8. **IANA Considerations** — Registry for assurance profile identifiers.
**Target**: NMOP or LAKE/RATS; **Status**: Informational or Experimental.
**Related drafts**: draft-guy-bary-stamp-protocol, draft-aylward-daap-v2, draft-birkholz-verifiable-agent-conversations, draft-jiang-seat-dynamic-attestation, draft-cosmos-protocol-specification.
---
## 5. Dependency Graph of Drafts
```
[A: AEM - Architecture & Terminology]
|
+----+----+----+----+
| | | | |
v v v v v
[B: ATD] [C: HITL] [D: AEPB] [E: APAE]
DAG Human Binding Assurance
+ + + +
| | | |
+--------+---------+---------+
|
Implementations: same ecosystem in K8s (relaxed) or regulated (proofs)
```
- **A** is the foundation; B, C, D, E reference A and each other where needed.
- **B** (ATD) and **C** (HITL) are the core execution model; **D** (AEPB) makes it agnostic; **E** (APAE) makes it dual-regime.
---
## 6. How to Use This With Your Analyzer
- **Generate outlines via CLI**: Use `ietf draft-gen <topic>` with topics: "Agent Ecosystem Model", "Agent Task DAG", "Human-in-the-Loop primitives", "Agent Ecosystem Protocol Binding", "Assurance Profiles for Agent Ecosystems". Feed the gap context from this file or from `data/reports/gaps.md`.
- **Cross-reference**: When writing each draft, cite the related drafts listed above; the analyzers `ietf similar` and `ietf compare` can find more.
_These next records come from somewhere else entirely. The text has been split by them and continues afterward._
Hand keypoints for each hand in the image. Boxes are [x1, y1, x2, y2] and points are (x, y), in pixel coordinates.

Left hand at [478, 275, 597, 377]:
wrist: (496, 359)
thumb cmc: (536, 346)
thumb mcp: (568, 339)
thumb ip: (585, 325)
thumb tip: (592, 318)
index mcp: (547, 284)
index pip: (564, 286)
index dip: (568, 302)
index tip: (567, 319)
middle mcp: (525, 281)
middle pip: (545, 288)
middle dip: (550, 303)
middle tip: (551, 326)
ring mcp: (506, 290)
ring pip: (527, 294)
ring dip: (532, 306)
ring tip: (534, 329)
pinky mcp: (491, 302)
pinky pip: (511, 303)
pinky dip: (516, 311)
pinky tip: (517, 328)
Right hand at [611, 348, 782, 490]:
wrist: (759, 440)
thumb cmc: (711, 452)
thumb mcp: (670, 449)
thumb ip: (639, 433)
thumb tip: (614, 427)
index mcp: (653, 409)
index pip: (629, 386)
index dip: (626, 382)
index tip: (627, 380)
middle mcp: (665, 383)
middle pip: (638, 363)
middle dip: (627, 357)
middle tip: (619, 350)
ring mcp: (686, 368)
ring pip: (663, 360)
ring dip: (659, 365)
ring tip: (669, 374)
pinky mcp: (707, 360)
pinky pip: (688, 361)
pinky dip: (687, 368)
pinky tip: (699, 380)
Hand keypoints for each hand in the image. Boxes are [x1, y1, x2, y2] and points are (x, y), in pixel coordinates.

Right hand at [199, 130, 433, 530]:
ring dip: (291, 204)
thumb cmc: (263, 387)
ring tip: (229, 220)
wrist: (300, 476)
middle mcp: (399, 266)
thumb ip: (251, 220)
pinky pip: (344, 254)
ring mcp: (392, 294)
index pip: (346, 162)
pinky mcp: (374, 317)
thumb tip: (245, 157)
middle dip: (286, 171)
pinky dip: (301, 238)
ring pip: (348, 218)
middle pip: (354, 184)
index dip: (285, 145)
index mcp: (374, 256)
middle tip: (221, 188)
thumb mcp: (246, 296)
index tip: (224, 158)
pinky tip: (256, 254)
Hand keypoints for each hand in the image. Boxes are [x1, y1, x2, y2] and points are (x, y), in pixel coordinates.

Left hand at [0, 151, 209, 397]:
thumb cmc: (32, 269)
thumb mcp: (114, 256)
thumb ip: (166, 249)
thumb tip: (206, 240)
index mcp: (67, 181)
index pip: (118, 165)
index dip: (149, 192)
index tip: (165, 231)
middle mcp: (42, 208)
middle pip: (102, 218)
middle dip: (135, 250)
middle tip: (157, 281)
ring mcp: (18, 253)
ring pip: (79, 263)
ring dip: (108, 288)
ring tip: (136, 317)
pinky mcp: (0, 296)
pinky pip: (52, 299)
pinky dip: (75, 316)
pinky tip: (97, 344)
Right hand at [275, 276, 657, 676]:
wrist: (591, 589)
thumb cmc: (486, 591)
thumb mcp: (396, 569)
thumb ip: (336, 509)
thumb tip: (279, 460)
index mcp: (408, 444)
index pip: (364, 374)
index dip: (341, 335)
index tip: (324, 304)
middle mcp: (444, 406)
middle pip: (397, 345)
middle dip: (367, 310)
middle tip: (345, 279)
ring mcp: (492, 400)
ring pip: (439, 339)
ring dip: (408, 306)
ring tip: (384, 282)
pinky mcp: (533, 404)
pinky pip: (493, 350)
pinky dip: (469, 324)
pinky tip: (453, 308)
- **Ideas database**: Search `ideas` for mechanism/architecture/protocol types (e.g. "checkpoint", "override", "translation") to pull concrete mechanisms into sections.
---
## 7. Deeper Datatracker Analysis — What to Run
To keep refining these drafts from the data, use your analyzer as follows:
| Goal | Commands / data |
|------|------------------|
| **Find drafts that touch DAG/workflow** | `ietf search "task graph"`, `ietf search "workflow"`, `ietf search "checkpoint"`, `ietf search "rollback"`; then `ietf similar <name>` for each. |
| **Find HITL-related work** | `ietf search "human-in-the-loop"`, `ietf search "override"`, `ietf search "approval"`; check `data/reports/ideas.md` for "CHEQ", "human", "override". |
| **Cross-protocol / interop** | `ietf report overlap-matrix`; focus on A2A vs other categories; `ietf similar draft-agent-gw` (protocol adaptation). |
| **Assurance / proofs** | Search ideas for "attestation", "verifiable", "provenance", "trust"; list drafts in AI safety/alignment and identity/auth. |
| **Gap → draft outline** | For each gap in `gaps.md`, run `ietf draft-gen "<gap topic>"` (e.g. "Agent Error Recovery and Rollback") and merge with the outlines above. |
| **Cluster overlap** | `ietf clusters --threshold 0.85` to see near-duplicates; use one as canonical and reference others to reduce fragmentation. |
Refreshing the pipeline periodically (`ietf fetch`, `ietf analyze --all`, `ietf ideas --all`, `ietf gaps`) keeps gaps and ideas aligned with the latest datatracker activity.
---
## 8. One-Page Pitch (Elevator Version)
**Problem**: 260+ IETF drafts on AI agents; no single model for orchestration (DAG), human oversight (HITL), or for running the same system in both fast and regulated environments.
**Proposal**: Five coordinated drafts — (A) shared architecture and terminology, (B) DAG execution with checkpoints and rollback, (C) HITL primitives (approval, override, explainability), (D) protocol-agnostic binding so any A2A protocol can participate, (E) assurance profiles so the same stack works in K8s or in a proof-heavy regulated regime.
**Outcome**: One holistic agent ecosystem: DAG + HITL built in, agnostic and extensible, applicable everywhere from relaxed to fully proven.